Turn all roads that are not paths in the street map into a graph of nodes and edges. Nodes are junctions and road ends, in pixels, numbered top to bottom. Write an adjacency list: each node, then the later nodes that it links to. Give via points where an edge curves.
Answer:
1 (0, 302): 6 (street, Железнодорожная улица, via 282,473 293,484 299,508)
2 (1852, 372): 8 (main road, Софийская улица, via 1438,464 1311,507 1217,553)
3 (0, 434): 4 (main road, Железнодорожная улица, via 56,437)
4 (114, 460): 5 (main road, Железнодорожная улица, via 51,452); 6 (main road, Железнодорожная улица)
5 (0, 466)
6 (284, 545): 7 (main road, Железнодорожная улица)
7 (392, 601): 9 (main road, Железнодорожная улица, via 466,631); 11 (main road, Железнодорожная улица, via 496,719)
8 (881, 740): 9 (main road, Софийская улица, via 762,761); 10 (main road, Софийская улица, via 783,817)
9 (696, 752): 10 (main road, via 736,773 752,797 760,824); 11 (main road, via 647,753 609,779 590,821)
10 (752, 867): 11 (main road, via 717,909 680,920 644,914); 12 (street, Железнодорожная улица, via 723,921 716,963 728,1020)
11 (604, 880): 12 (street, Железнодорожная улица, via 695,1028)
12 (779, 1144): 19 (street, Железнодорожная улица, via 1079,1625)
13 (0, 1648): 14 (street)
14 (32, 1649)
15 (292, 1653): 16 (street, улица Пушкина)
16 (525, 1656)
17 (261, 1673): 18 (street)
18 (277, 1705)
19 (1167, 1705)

# TASK STATEMENT
Write the records above out again, exactly as they are.

# ANSWER SPACE
Turn all roads that are not paths in the street map into a graph of nodes and edges. Nodes are junctions and road ends, in pixels, numbered top to bottom. Write an adjacency list: each node, then the later nodes that it links to. Give via points where an edge curves.
Answer:
1 (0, 302): 6 (street, Железнодорожная улица, via 282,473 293,484 299,508)
2 (1852, 372): 8 (main road, Софийская улица, via 1438,464 1311,507 1217,553)
3 (0, 434): 4 (main road, Железнодорожная улица, via 56,437)
4 (114, 460): 5 (main road, Железнодорожная улица, via 51,452); 6 (main road, Железнодорожная улица)
5 (0, 466)
6 (284, 545): 7 (main road, Железнодорожная улица)
7 (392, 601): 9 (main road, Железнодорожная улица, via 466,631); 11 (main road, Железнодорожная улица, via 496,719)
8 (881, 740): 9 (main road, Софийская улица, via 762,761); 10 (main road, Софийская улица, via 783,817)
9 (696, 752): 10 (main road, via 736,773 752,797 760,824); 11 (main road, via 647,753 609,779 590,821)
10 (752, 867): 11 (main road, via 717,909 680,920 644,914); 12 (street, Железнодорожная улица, via 723,921 716,963 728,1020)
11 (604, 880): 12 (street, Железнодорожная улица, via 695,1028)
12 (779, 1144): 19 (street, Железнодорожная улица, via 1079,1625)
13 (0, 1648): 14 (street)
14 (32, 1649)
15 (292, 1653): 16 (street, улица Пушкина)
16 (525, 1656)
17 (261, 1673): 18 (street)
18 (277, 1705)
19 (1167, 1705)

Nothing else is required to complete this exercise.